What you should do: Restate the records below word for word, and omit the images they hold.

:: Extracted material ::

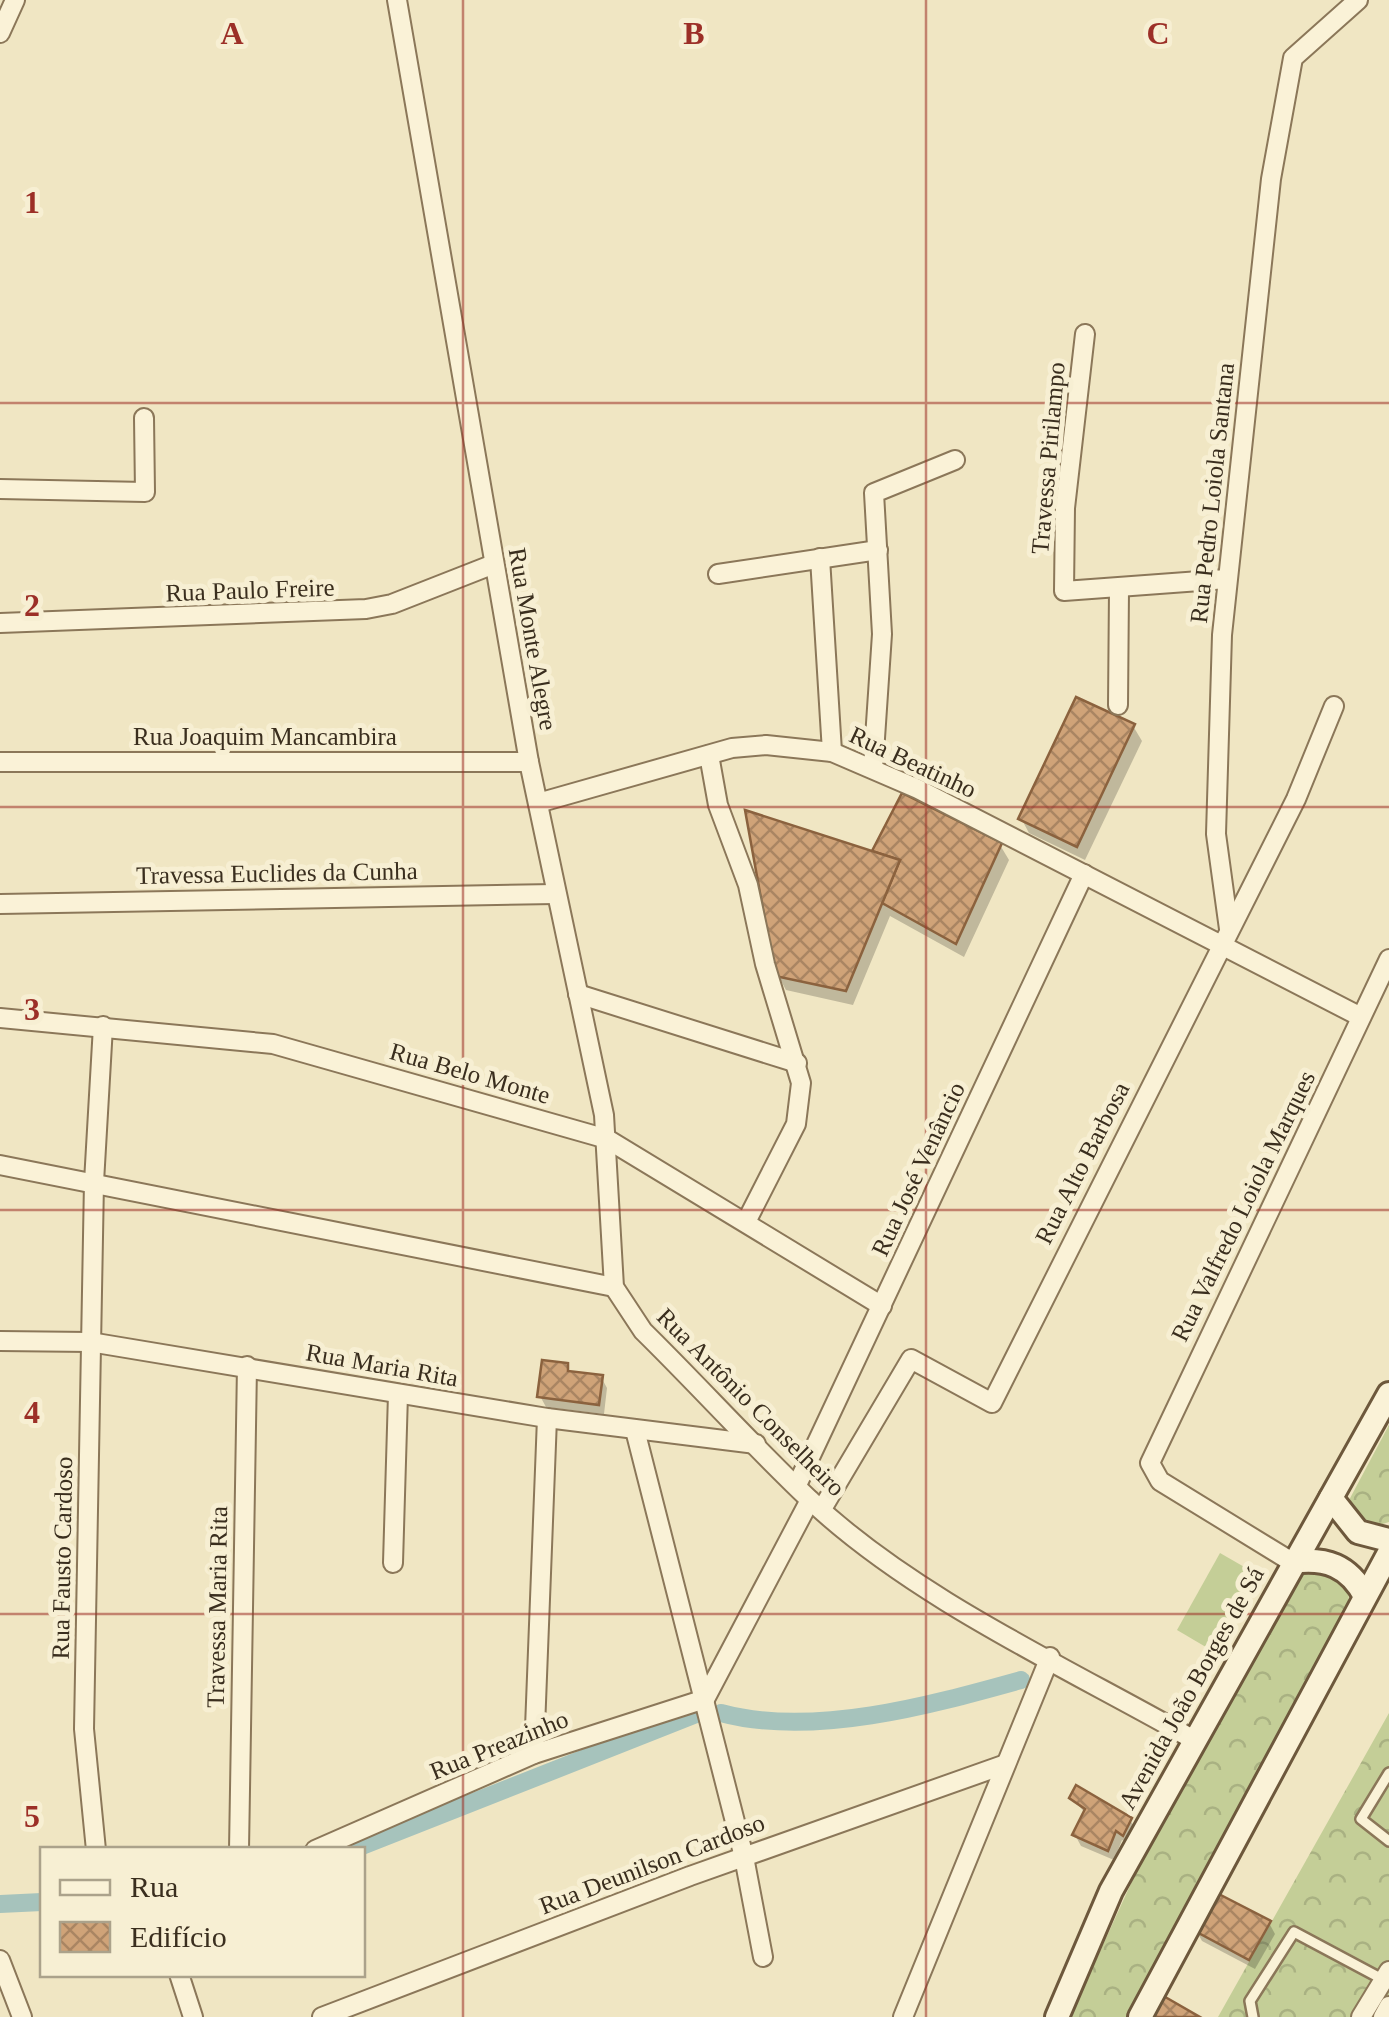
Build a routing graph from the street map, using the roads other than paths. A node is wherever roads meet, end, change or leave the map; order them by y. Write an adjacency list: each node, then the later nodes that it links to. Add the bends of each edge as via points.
1 (15, 0): 4 (street)
2 (397, 0): 11 (street, Rua Monte Alegre)
3 (1358, 0): 13 (street, Rua Pedro Loiola Santana, via 1300,48 1292,63 1271,179)
4 (0, 33)
5 (1084, 334): 14 (street, Travessa Pirilampo, via 1063,588 1073,594)
6 (144, 418): 8 (street, via 145,492)
7 (955, 460): 9 (street, via 874,493)
8 (0, 489)
9 (878, 550): 10 (street); 22 (street, via 882,634)
10 (820, 558): 12 (street); 18 (street)
11 (494, 564): 15 (street, Rua Paulo Freire, via 392,604 352,611); 21 (street, Rua Monte Alegre)
12 (718, 574)
13 (1227, 579): 14 (street, Travessa Pirilampo); 27 (street, Rua Pedro Loiola Santana, via 1216,818)
14 (1119, 590): 16 (street)
15 (0, 623)
16 (1118, 705)
17 (1334, 706): 27 (street, Rua Alto Barbosa, via 1296,799)
18 (832, 752): 19 (street, Rua Beatinho, via 766,745); 22 (street, Rua Beatinho)
19 (709, 754): 23 (street, Rua Beatinho); 33 (street, via 718,805 748,884)
20 (0, 762): 21 (street, Rua Joaquim Mancambira)
21 (529, 762): 23 (street, Rua Monte Alegre)
22 (873, 768): 24 (street, Rua Beatinho)
23 (538, 802): 25 (street, Rua Monte Alegre)
24 (1084, 874): 27 (street, Rua Beatinho); 39 (street, Rua José Venâncio)
25 (555, 894): 26 (street, Travessa Euclides da Cunha); 29 (street, Rua Monte Alegre)
26 (0, 904)
27 (1224, 937): 30 (street, Rua Beatinho); 50 (street, Rua Alto Barbosa, via 992,1403 911,1359)
28 (1389, 959): 30 (street, Rua Valfredo Loiola Marques)
29 (578, 994): 33 (street); 34 (street, Rua Monte Alegre)
30 (1361, 1017): 53 (street, Rua Valfredo Loiola Marques, via 1152,1454 1154,1476)
31 (0, 1018): 32 (street, Rua Belo Monte)
32 (103, 1026): 34 (street, Rua Belo Monte, via 273,1044); 36 (street, Rua Fausto Cardoso)
33 (797, 1063): 37 (street, via 796,1124)
34 (607, 1138): 37 (street, Rua Belo Monte); 38 (street, Rua Monte Alegre)
35 (0, 1165): 36 (street)
36 (94, 1182): 38 (street); 41 (street, Rua Fausto Cardoso)
37 (746, 1222): 39 (street, Rua Belo Monte)
38 (614, 1287): 47 (street, Rua Antônio Conselheiro, via 643,1332)
39 (882, 1306): 48 (street, Rua José Venâncio)
40 (0, 1341): 41 (street, Rua Maria Rita)
41 (90, 1342): 42 (street, Rua Maria Rita); 63 (street, Rua Fausto Cardoso, via 84,1753)
42 (246, 1366): 43 (street, Rua Maria Rita); 64 (street, Travessa Maria Rita)
43 (398, 1394): 45 (street, Rua Maria Rita); 54 (street)
44 (1389, 1394): 49 (main road, Avenida João Borges de Sá)
45 (547, 1418): 46 (street, Rua Maria Rita); 59 (street)
46 (635, 1430): 47 (street, Rua Maria Rita); 57 (street)
47 (756, 1444): 48 (street, Rua Antônio Conselheiro)
48 (796, 1485): 50 (street, Rua Antônio Conselheiro)
49 (1332, 1498): 51 (main road, via 1358,1532); 53 (main road, Avenida João Borges de Sá)
50 (816, 1504): 56 (street, Rua Antônio Conselheiro, via 929,1590); 57 (street)
51 (1389, 1540)
52 (1389, 1553): 55 (main road)
53 (1292, 1562): 55 (main road, via 1342,1568); 58 (main road, Avenida João Borges de Sá)
54 (393, 1563)
55 (1365, 1596): 77 (main road)
56 (1050, 1658): 58 (street, Rua Antônio Conselheiro); 60 (street)
57 (706, 1699): 59 (street, Rua Preazinho); 66 (street)
58 (1196, 1740): 76 (main road, Avenida João Borges de Sá, via 1110,1891)
59 (534, 1754): 65 (street, Rua Preazinho)
60 (1002, 1766): 66 (street, Rua Deunilson Cardoso); 75 (street)
61 (1389, 1773): 62 (lane, via 1361,1819)
62 (1389, 1841)
63 (96, 1847)
64 (239, 1847)
65 (322, 1847)
66 (744, 1856): 67 (street); 74 (street, Rua Deunilson Cardoso)
67 (763, 1957)
68 (0, 1960): 72 (street)
69 (180, 1977): 73 (street)
70 (1387, 1978): 78 (lane, via 1294,1932 1250,2001); 79 (street)
71 (1389, 2006): 80 (street)
72 (22, 2017)
73 (193, 2017)
74 (322, 2017)
75 (902, 2017)
76 (1057, 2017)
77 (1140, 2017)
78 (1252, 2017)
79 (1361, 2017)
80 (1383, 2017)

:::

Result for this task:
Build a routing graph from the street map, using the roads other than paths. A node is wherever roads meet, end, change or leave the map; order them by y. Write an adjacency list: each node, then the later nodes that it links to. Add the bends of each edge as via points.
1 (15, 0): 4 (street)
2 (397, 0): 11 (street, Rua Monte Alegre)
3 (1358, 0): 13 (street, Rua Pedro Loiola Santana, via 1300,48 1292,63 1271,179)
4 (0, 33)
5 (1084, 334): 14 (street, Travessa Pirilampo, via 1063,588 1073,594)
6 (144, 418): 8 (street, via 145,492)
7 (955, 460): 9 (street, via 874,493)
8 (0, 489)
9 (878, 550): 10 (street); 22 (street, via 882,634)
10 (820, 558): 12 (street); 18 (street)
11 (494, 564): 15 (street, Rua Paulo Freire, via 392,604 352,611); 21 (street, Rua Monte Alegre)
12 (718, 574)
13 (1227, 579): 14 (street, Travessa Pirilampo); 27 (street, Rua Pedro Loiola Santana, via 1216,818)
14 (1119, 590): 16 (street)
15 (0, 623)
16 (1118, 705)
17 (1334, 706): 27 (street, Rua Alto Barbosa, via 1296,799)
18 (832, 752): 19 (street, Rua Beatinho, via 766,745); 22 (street, Rua Beatinho)
19 (709, 754): 23 (street, Rua Beatinho); 33 (street, via 718,805 748,884)
20 (0, 762): 21 (street, Rua Joaquim Mancambira)
21 (529, 762): 23 (street, Rua Monte Alegre)
22 (873, 768): 24 (street, Rua Beatinho)
23 (538, 802): 25 (street, Rua Monte Alegre)
24 (1084, 874): 27 (street, Rua Beatinho); 39 (street, Rua José Venâncio)
25 (555, 894): 26 (street, Travessa Euclides da Cunha); 29 (street, Rua Monte Alegre)
26 (0, 904)
27 (1224, 937): 30 (street, Rua Beatinho); 50 (street, Rua Alto Barbosa, via 992,1403 911,1359)
28 (1389, 959): 30 (street, Rua Valfredo Loiola Marques)
29 (578, 994): 33 (street); 34 (street, Rua Monte Alegre)
30 (1361, 1017): 53 (street, Rua Valfredo Loiola Marques, via 1152,1454 1154,1476)
31 (0, 1018): 32 (street, Rua Belo Monte)
32 (103, 1026): 34 (street, Rua Belo Monte, via 273,1044); 36 (street, Rua Fausto Cardoso)
33 (797, 1063): 37 (street, via 796,1124)
34 (607, 1138): 37 (street, Rua Belo Monte); 38 (street, Rua Monte Alegre)
35 (0, 1165): 36 (street)
36 (94, 1182): 38 (street); 41 (street, Rua Fausto Cardoso)
37 (746, 1222): 39 (street, Rua Belo Monte)
38 (614, 1287): 47 (street, Rua Antônio Conselheiro, via 643,1332)
39 (882, 1306): 48 (street, Rua José Venâncio)
40 (0, 1341): 41 (street, Rua Maria Rita)
41 (90, 1342): 42 (street, Rua Maria Rita); 63 (street, Rua Fausto Cardoso, via 84,1753)
42 (246, 1366): 43 (street, Rua Maria Rita); 64 (street, Travessa Maria Rita)
43 (398, 1394): 45 (street, Rua Maria Rita); 54 (street)
44 (1389, 1394): 49 (main road, Avenida João Borges de Sá)
45 (547, 1418): 46 (street, Rua Maria Rita); 59 (street)
46 (635, 1430): 47 (street, Rua Maria Rita); 57 (street)
47 (756, 1444): 48 (street, Rua Antônio Conselheiro)
48 (796, 1485): 50 (street, Rua Antônio Conselheiro)
49 (1332, 1498): 51 (main road, via 1358,1532); 53 (main road, Avenida João Borges de Sá)
50 (816, 1504): 56 (street, Rua Antônio Conselheiro, via 929,1590); 57 (street)
51 (1389, 1540)
52 (1389, 1553): 55 (main road)
53 (1292, 1562): 55 (main road, via 1342,1568); 58 (main road, Avenida João Borges de Sá)
54 (393, 1563)
55 (1365, 1596): 77 (main road)
56 (1050, 1658): 58 (street, Rua Antônio Conselheiro); 60 (street)
57 (706, 1699): 59 (street, Rua Preazinho); 66 (street)
58 (1196, 1740): 76 (main road, Avenida João Borges de Sá, via 1110,1891)
59 (534, 1754): 65 (street, Rua Preazinho)
60 (1002, 1766): 66 (street, Rua Deunilson Cardoso); 75 (street)
61 (1389, 1773): 62 (lane, via 1361,1819)
62 (1389, 1841)
63 (96, 1847)
64 (239, 1847)
65 (322, 1847)
66 (744, 1856): 67 (street); 74 (street, Rua Deunilson Cardoso)
67 (763, 1957)
68 (0, 1960): 72 (street)
69 (180, 1977): 73 (street)
70 (1387, 1978): 78 (lane, via 1294,1932 1250,2001); 79 (street)
71 (1389, 2006): 80 (street)
72 (22, 2017)
73 (193, 2017)
74 (322, 2017)
75 (902, 2017)
76 (1057, 2017)
77 (1140, 2017)
78 (1252, 2017)
79 (1361, 2017)
80 (1383, 2017)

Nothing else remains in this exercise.